Additionally, according to the PDPA, Data Controllers from certain businesses – including education institutions – are exempted from PDPA Chapters 2, 3, 5, 6 & 7 and Section 95 until 31 May 2021 to prepare for the regulation.
| GDPR does not specifically state any exclusions from the regulations. |
| Nature of consent | Consent can be obtained either expressly in writing or be deemed consent, and it covers all data about the individual.
| Consent for one activity will not cover others. Schools must seek consent for each data processing activity individually. |
| What data cannot be collected, used or disclosed? | There is no explicit mention of what sensitive data international schools and companies cannot collect/use/disclose. | Schools cannot collect/use/disclose data regarding alumni’s religious & ethical leanings, political ideology, biometric data, medical information & union membership. |
| At what age should students’ consent be received? | Parental consent is necessary for students under 10 years. 10+ -20 years if data processing falls outside of the contract with the parent-student, both parental and student consent should be gained unless the student can comprehend the consent being sought and can make a balanced decision | 13 or 16 years (depending on certain legal conditions). Parental consent is mandatory. |
| Penalties for non-compliance | Up to 5mTHB for administrative fines Criminal penalties of up to 1m THB, up to one year in jail or both. Punitive damages awarded to data subjects where the controller has caused harm up to 2 x the harm suffered. | €10 million to €20 million or 2%-4% of overall school’s annual revenue, whichever is greater. |
Tips to collecting GDPA and PDPA compliant alumni data
Now that we know how the EUGDPR and Thailand PDPA apply to international schools in Asia (and particularly Thailand), let’s understand how your school can remain compliant with both:
- Create an inventory of all the alumni data you have
Identify what sources you use to collect alumni data, such as email, social media, telephone, school portal, etc. and collate the data you have. You should know where your data comes from and how much of it you have.
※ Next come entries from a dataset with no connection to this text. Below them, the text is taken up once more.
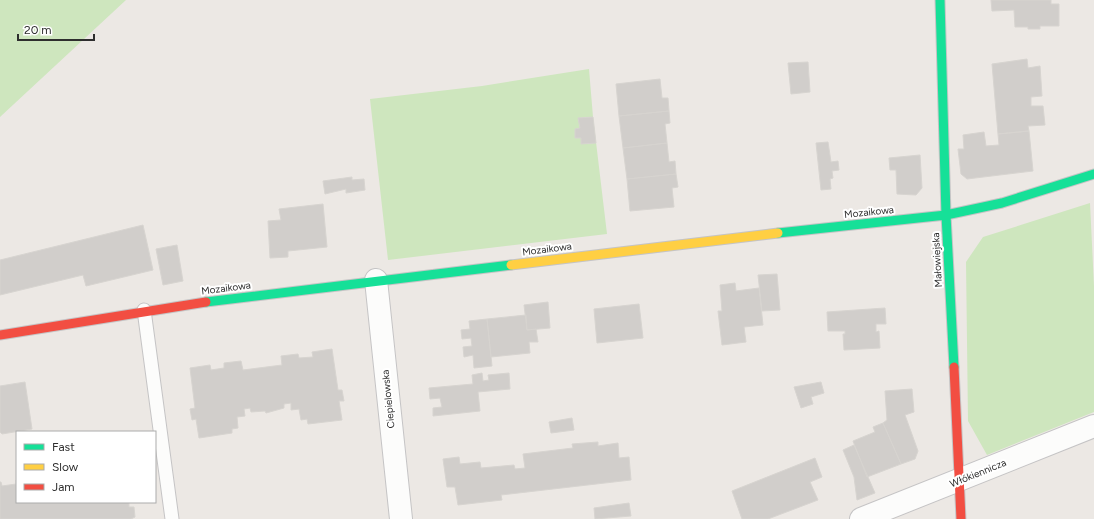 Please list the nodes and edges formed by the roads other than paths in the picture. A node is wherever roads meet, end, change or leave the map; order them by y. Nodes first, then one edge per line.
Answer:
1 (940, 0) edge
2 (1094, 174) edge
3 (946, 215) junction
4 (376, 280) junction
5 (144, 310) junction
6 (0, 335) edge
7 (1094, 426) edge
8 (960, 480) junction
9 (172, 519) edge
10 (401, 519) edge
11 (861, 519) edge
12 (961, 519) edge

1 - 3 street, Małowiejska
2 - 3 street, Mozaikowa
3 - 4 street, Mozaikowa
3 - 8 street, Małowiejska
4 - 5 street, Mozaikowa
4 - 10 street, Ciepielowska
5 - 6 street, Mozaikowa
5 - 9 lane
7 - 8 street, Włókiennicza
8 - 11 street, Włókiennicza
8 - 12 street, Małowiejska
- Hire a Data Protection Officer to vet this data for regulatory compliance
A well-versed DPO in both the Thailand PDPA and EU GDPR can help your international school remain compliant with these regulations. If you don’t have a DPO, hire one today.
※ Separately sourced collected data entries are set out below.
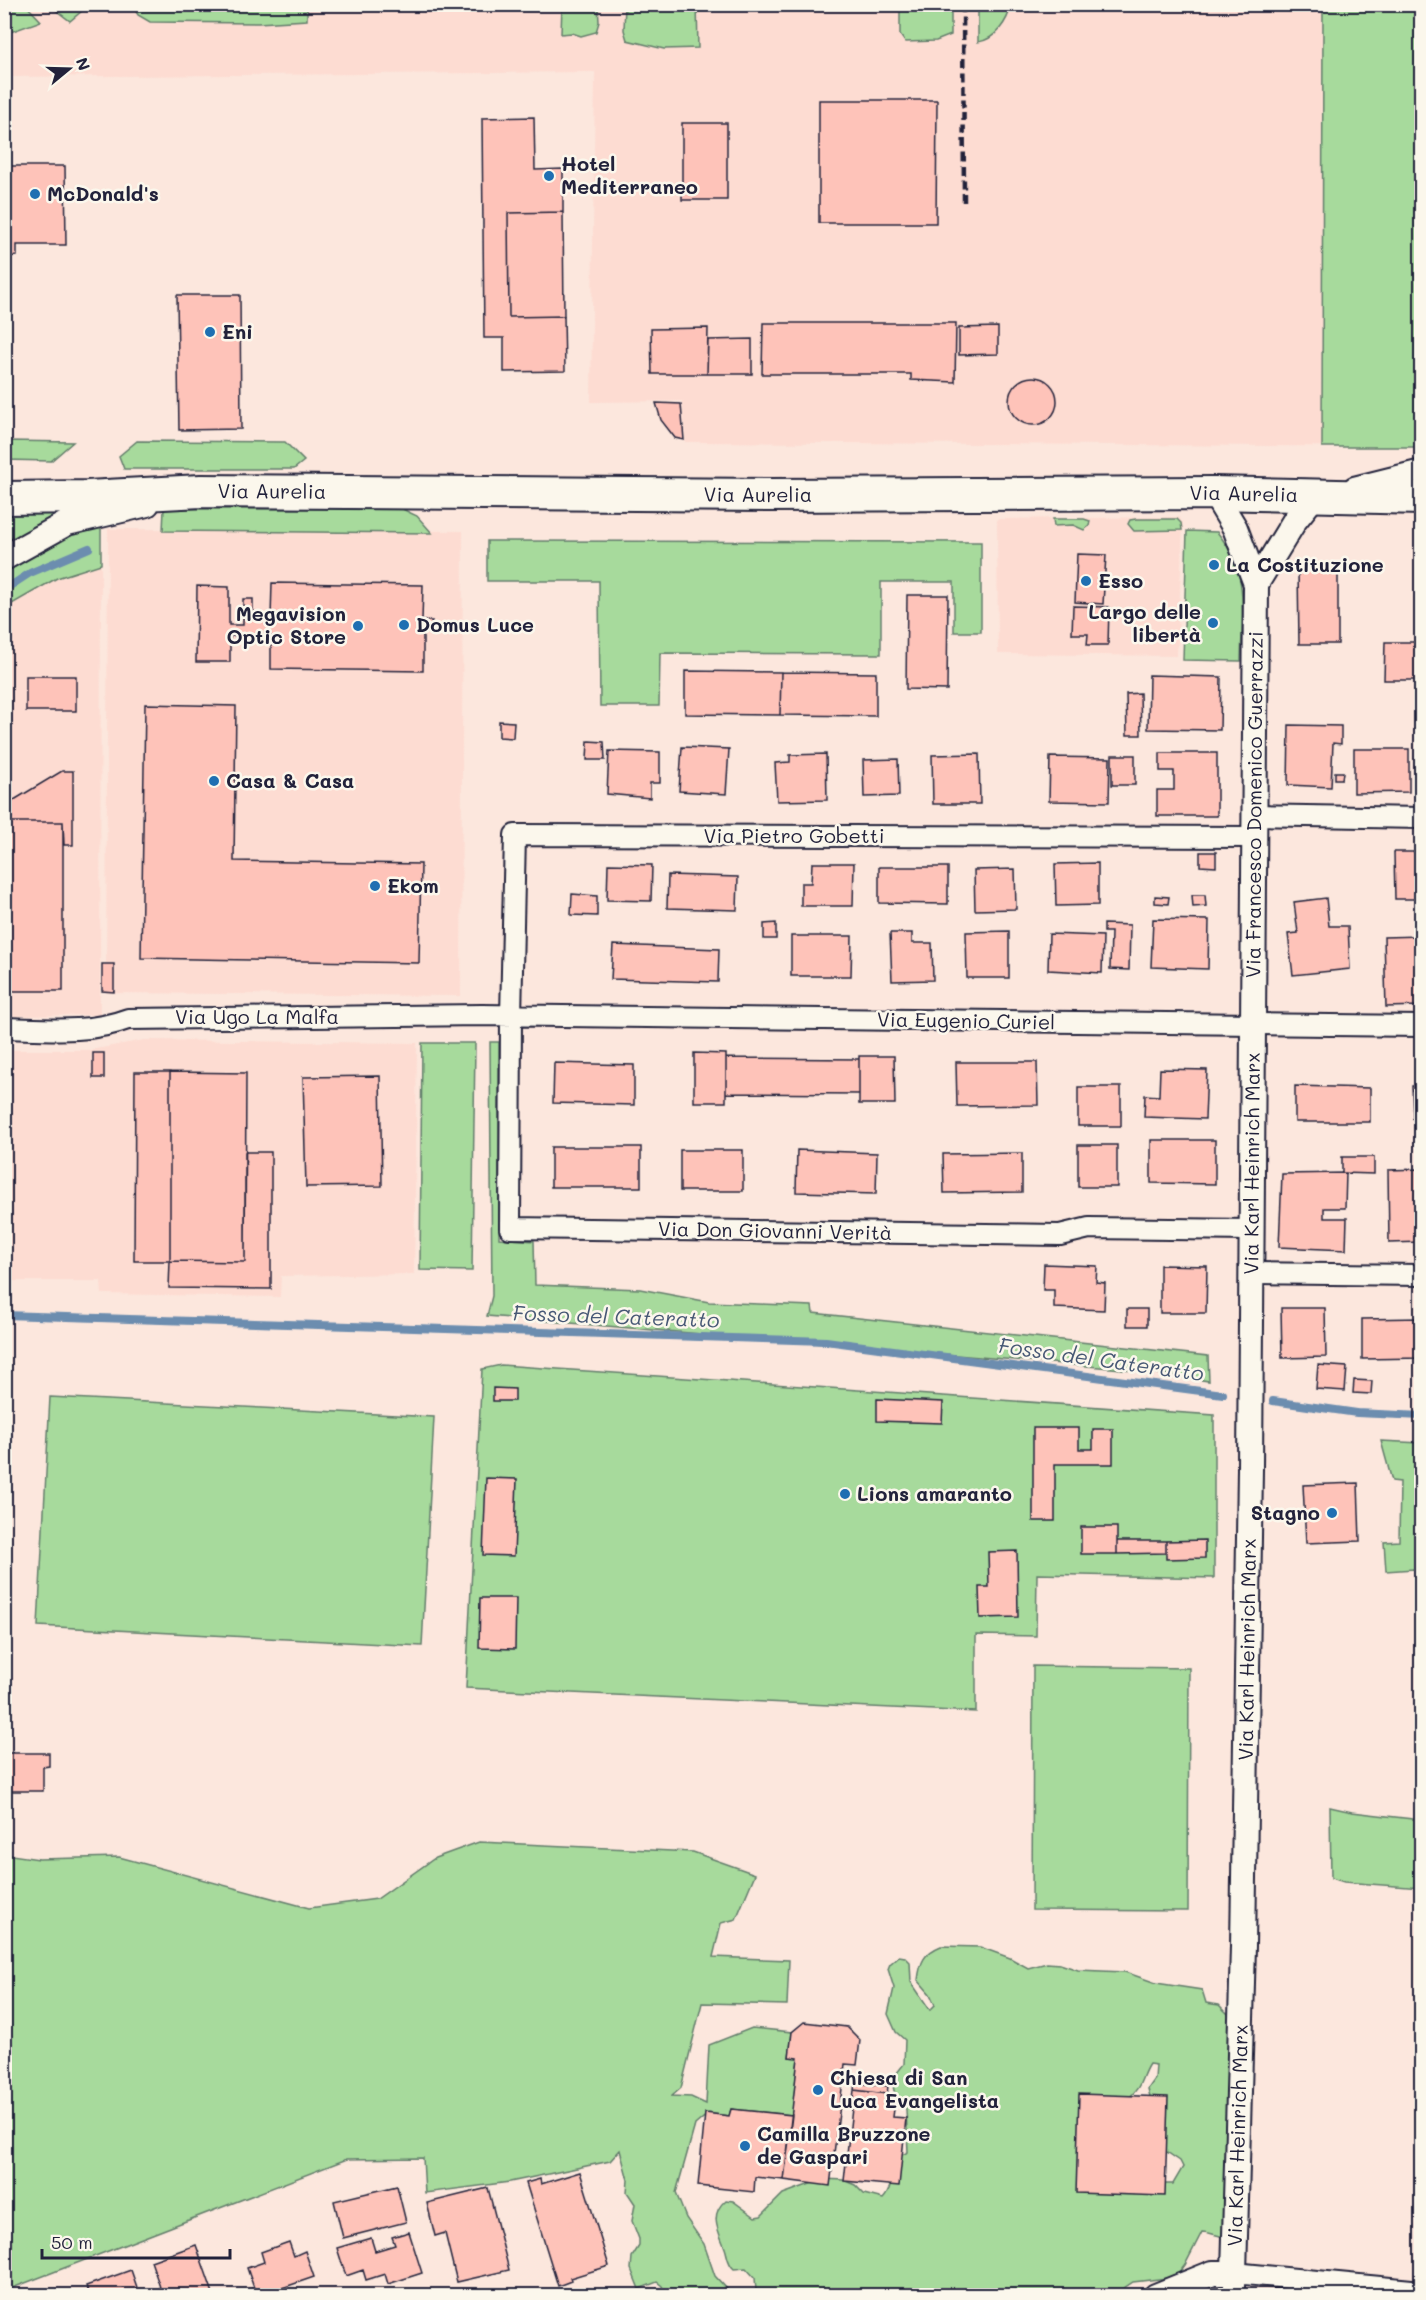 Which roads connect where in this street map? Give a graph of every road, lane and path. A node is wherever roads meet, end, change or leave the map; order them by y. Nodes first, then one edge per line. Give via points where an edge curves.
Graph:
1 (1422, 470) edge
2 (4, 476) edge
3 (201, 491) junction
4 (1214, 493) junction
5 (1321, 495) junction
6 (4, 498) edge
7 (1422, 498) edge
8 (4, 558) edge
9 (1256, 585) junction
10 (1422, 818) edge
11 (1255, 826) junction
12 (511, 1016) junction
13 (1254, 1024) junction
14 (1422, 1026) edge
15 (4, 1028) edge
16 (1251, 1230) junction
17 (1251, 1273) junction
18 (1422, 1275) edge
19 (1234, 2284) edge
20 (1422, 2291) edge
21 (1156, 2295) edge

1 - 5 street
2 - 3 main road, Via Aurelia via 88,477
3 - 4 main road, Via Aurelia
3 - 6 main road, Via Aurelia
3 - 8 street via 67,523
4 - 5 main road, Via Aurelia
4 - 9 street, Via Francesco Domenico Guerrazzi via 1235,528
5 - 7 main road, Via Aurelia
5 - 9 street via 1294,520
9 - 11 street, Via Francesco Domenico Guerrazzi
10 - 11 street
11 - 12 street, Via Pietro Gobetti via 515,834
11 - 13 street, Via Francesco Domenico Guerrazzi
12 - 13 street, Via Eugenio Curiel
12 - 15 street, Via Ugo La Malfa via 128,1019 91,1029
12 - 16 street, Via Don Giovanni Verità via 510,1228 1060,1235 1089,1228
13 - 14 street, Via Eugenio Curiel
13 - 16 street, Via Karl Heinrich Marx
16 - 17 street, Via Karl Heinrich Marx
17 - 18 street
17 - 19 street, Via Karl Heinrich Marx via 1243,1946
19 - 20 street
19 - 21 street via 1214,2273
- Seek express consent from alumni before you use their data for any alumni events
If you plan to collect, use, or dispose of alumni information, be sure to send a detailed email about it. Explain in simple and non-deceptive terms what data you’re referring to, how it will be collected, used and disposed of and when you will be doing this. Explain the role of any third parties you will be working with for this. Then implement ways to gain express consent from your alumni. This is achieved within your published privacy policy.
Any data collected from your alumni before 1st June 2021 can still be processed as long as it for the same purpose originally consented to. Always provide a clear unsubscribe provision and include a section in your privacy policy explaining the continued collection.
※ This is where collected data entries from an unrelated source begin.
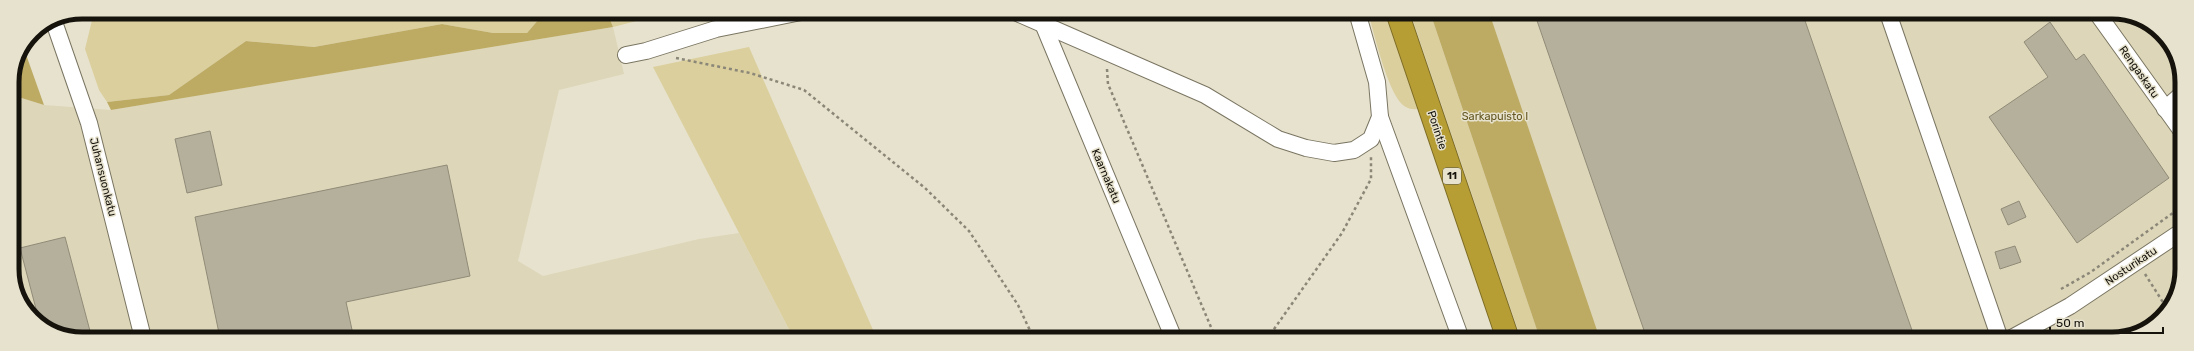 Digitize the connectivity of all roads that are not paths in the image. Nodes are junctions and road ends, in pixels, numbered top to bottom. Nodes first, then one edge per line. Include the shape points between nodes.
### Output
1 (764, 19) edge
2 (1041, 19) edge
3 (1043, 19) edge
4 (1359, 19) edge
5 (1399, 19) edge
6 (1890, 19) edge
7 (2101, 19) edge
8 (54, 26) edge
9 (626, 55) dead end
10 (2175, 100) edge
11 (2165, 109) junction
12 (1380, 117) junction
13 (2175, 122) edge
14 (2175, 236) edge
15 (141, 332) edge
16 (1171, 332) edge
17 (1458, 332) edge
18 (1506, 332) edge
19 (1998, 332) edge
20 (2022, 332) edge

1 - 9 street via 716,28
2 - 16 street, Kaarnakatu
3 - 12 street via 1107,52 1205,95 1278,139 1306,148 1334,153 1354,150 1371,140
4 - 12 street via 1377,82
5 - 18 highway, Porintie / 11
6 - 19 street
7 - 11 street, Rengaskatu
8 - 15 street, Juhansuonkatu via 89,123
10 - 11 street
11 - 13 street, Rengaskatu
12 - 17 street
14 - 20 street, Nosturikatu via 2101,287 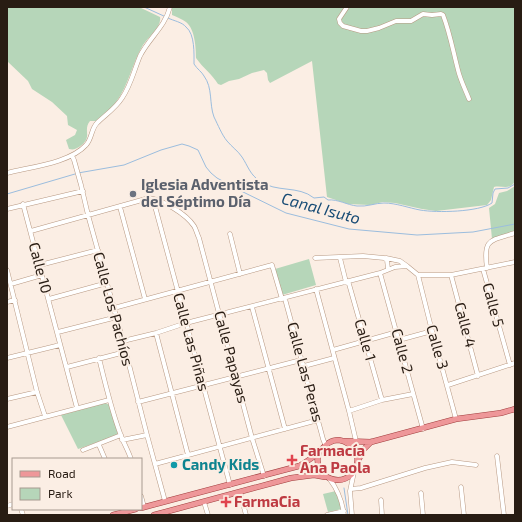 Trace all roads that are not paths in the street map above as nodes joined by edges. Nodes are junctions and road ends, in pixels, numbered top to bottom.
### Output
1 (170, 7) edge
2 (347, 7) edge
3 (469, 98) dead end
4 (73, 158) junction
5 (7, 173) edge
6 (83, 191) junction
7 (153, 199) junction
8 (23, 204) junction
9 (120, 207) junction
10 (7, 208) edge
11 (88, 215) junction
12 (31, 231) junction
13 (515, 233) edge
14 (230, 234) dead end
15 (98, 250) junction
16 (315, 258) dead end
17 (340, 258) junction
18 (386, 258) junction
19 (515, 262) edge
20 (40, 265) junction
21 (406, 266) junction
22 (485, 268) junction
23 (388, 269) junction
24 (7, 270) edge
25 (380, 273) junction
26 (240, 274) junction
27 (42, 275) junction
28 (418, 275) junction
29 (451, 275) junction
30 (210, 282) junction
31 (346, 282) junction
32 (107, 283) junction
33 (11, 284) junction
34 (316, 289) junction
35 (177, 291) junction
36 (145, 299) junction
37 (284, 299) junction
38 (15, 300) junction
39 (49, 300) junction
40 (7, 302) edge
41 (252, 307) junction
42 (114, 308) junction
43 (219, 315) junction
44 (116, 317) junction
45 (186, 323) junction
46 (432, 331) junction
47 (58, 332) junction
48 (397, 332) junction
49 (156, 333) junction
50 (399, 340) junction
51 (123, 341) junction
52 (366, 341) junction
53 (60, 345) junction
54 (333, 350) junction
55 (125, 352) junction
56 (28, 353) junction
57 (7, 358) edge
58 (99, 358) junction
59 (334, 358) junction
60 (301, 360) junction
61 (515, 364) edge
62 (510, 365) junction
63 (304, 366) junction
64 (67, 367) junction
65 (268, 368) junction
66 (236, 376) junction
67 (478, 376) junction
68 (204, 385) junction
69 (448, 385) junction
70 (37, 392) junction
71 (171, 393) junction
72 (413, 394) junction
73 (7, 399) edge
74 (109, 400) junction
75 (382, 400) junction
76 (138, 402) junction
77 (77, 408) junction
78 (515, 410) edge
79 (349, 411) junction
80 (45, 416) junction
81 (456, 419) junction
82 (318, 420) junction
83 (7, 427) edge
84 (286, 429) junction
85 (423, 429) junction
86 (147, 435) junction
87 (122, 437) junction
88 (252, 438) junction
89 (343, 441) junction
90 (356, 441) junction
91 (371, 442) junction
92 (99, 444) junction
93 (325, 444) junction
94 (219, 446) junction
95 (83, 450) dead end
96 (319, 452) junction
97 (188, 455) junction
98 (497, 456) dead end
99 (105, 458) edge
100 (131, 458) edge
101 (155, 464) junction
102 (357, 464) junction
103 (476, 465) dead end
104 (290, 468) junction
105 (354, 471) junction
106 (264, 476) junction
107 (327, 477) junction
108 (291, 478) junction
109 (230, 485) junction
110 (461, 487) dead end
111 (351, 489) junction
112 (240, 492) junction
113 (421, 493) dead end
114 (381, 500) dead end
115 (165, 501) junction
116 (204, 502) junction
117 (142, 507) edge
118 (132, 510) edge
119 (170, 513) edge
120 (344, 513) edge
121 (113, 515) edge
122 (154, 515) edge
123 (208, 515) edge
124 (246, 515) edge
125 (327, 515) edge
126 (352, 515) edge
127 (382, 515) edge
128 (423, 515) edge
129 (464, 515) edge
130 (504, 515) edge

1 - 4 street
2 - 3 street
4 - 5 street
4 - 6 street, Calle Los Pachíos
6 - 8 street
6 - 11 street, Calle Los Pachíos
7 - 9 street
7 - 30 street, Calle Papayas
7 - 35 street, Calle Las Piñas
8 - 10 street
8 - 12 street, Calle 10
9 - 11 street
9 - 36 street
11 - 12 street
11 - 15 street, Calle Los Pachíos
12 - 20 street, Calle 10
13 - 22 street, Calle 5
14 - 26 street
15 - 20 street
15 - 32 street, Calle Los Pachíos
16 - 17 street
17 - 18 street
17 - 31 street, Calle 1
18 - 21 street
18 - 23 street
19 - 22 street
20 - 27 street, Calle 10
21 - 23 street
21 - 28 street
22 - 29 street
22 - 62 street, Calle 5
23 - 25 street
24 - 33 street
25 - 31 street
25 - 48 street, Calle 2
26 - 30 street
26 - 37 street, Calle Las Peras
27 - 33 street
27 - 39 street, Calle 10
28 - 29 street
28 - 46 street, Calle 3
29 - 67 street, Calle 4
30 - 35 street
30 - 43 street, Calle Papayas
31 - 34 street
31 - 52 street, Calle 1
32 - 39 street
32 - 42 street, Calle Los Pachíos
33 - 38 street
34 - 37 street
34 - 54 street
35 - 36 street
35 - 45 street, Calle Las Piñas
36 - 42 street
37 - 41 street
37 - 60 street, Calle Las Peras
38 - 40 street
38 - 56 street
39 - 47 street, Calle 10
41 - 43 street
41 - 65 street
42 - 44 street, Calle Los Pachíos
43 - 45 street
43 - 66 street, Calle Papayas
44 - 47 street
44 - 51 street, Calle Los Pachíos
45 - 49 street
45 - 68 street, Calle Las Piñas
46 - 50 street
46 - 69 street, Calle 3
47 - 53 street, Calle 10
48 - 50 street, Calle 2
48 - 52 street
49 - 51 street
49 - 71 street
50 - 72 street, Calle 2
51 - 55 street, Calle Los Pachíos
52 - 54 street
52 - 75 street, Calle 1
53 - 56 street
53 - 64 street, Calle 10
54 - 59 street
55 - 58 street
55 - 76 street, Calle Los Pachíos
56 - 57 street
56 - 70 street
58 - 64 street
58 - 74 street
59 - 63 street
59 - 79 street
60 - 63 street, Calle Las Peras
60 - 65 street
61 - 62 street
62 - 67 street
63 - 82 street, Calle Las Peras
64 - 77 street, Calle 10
65 - 66 street
65 - 84 street
66 - 68 street
66 - 88 street, Calle Papayas
67 - 69 street
68 - 71 street
68 - 94 street, Calle Las Piñas
69 - 81 street, Calle 3
70 - 73 street
70 - 80 street
71 - 76 street
71 - 97 street
72 - 75 street
72 - 85 street, Calle 2
74 - 77 street
74 - 87 street
75 - 79 street
76 - 86 street, Calle Los Pachíos
77 - 80 street
78 - 81 main road
79 - 90 street
80 - 83 street
81 - 85 main road
82 - 84 street
82 - 93 street, Calle Las Peras
84 - 88 street
85 - 91 main road
86 - 87 street
86 - 101 street, Calle Los Pachíos
87 - 92 street
87 - 100 street
88 - 94 street
88 - 106 street, Calle Papayas
89 - 90 main road
89 - 93 main road
89 - 102 main road
90 - 91 main road
91 - 102 main road
92 - 95 street
92 - 99 street
93 - 96 main road
94 - 97 street
94 - 109 street, Calle Las Piñas
96 - 104 main road
96 - 107 main road
97 - 101 street
98 - 130 street
101 - 115 street, Calle Los Pachíos
102 - 105 main road
103 - 111 street
104 - 106 main road
104 - 108 main road
105 - 107 main road
105 - 111 street
106 - 109 main road
107 - 108 main road
107 - 120 street
108 - 112 main road
109 - 115 main road
110 - 129 street
111 - 126 street
112 - 116 main road
112 - 124 street
113 - 128 street
114 - 127 street
115 - 117 main road
116 - 119 main road
116 - 123 street
118 - 121 main road
119 - 122 main road
120 - 125 street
- Share GDPR and PDPA privacy rules to all departments of the school.
This is really important to ensure that every branch of your international school is adhering to the same set of data privacy regulations.
- Implement data privacy techniques to correct any potential non-compliance
If you find that you haven’t put adequate GDPR and PDPA compliant measures in place, do so immediately. Past breaches can also make your school vulnerable to penalties.
- Audit each step for potential regulatory checks
Although you may not be asked to submit any report to the authorities to prove your compliance, it’s best to be ready. So, audit your compliance regularly and create detailed reports. This can help you show your adherence to regulators.
- Keep track of updates in the regulations.
Read up on any amendments or updates in the EU GDPR and Thailand PDPA to ensure you remain compliant always. Cross-check between both regulations to see if you have implemented what is needed in one but is missing in the other.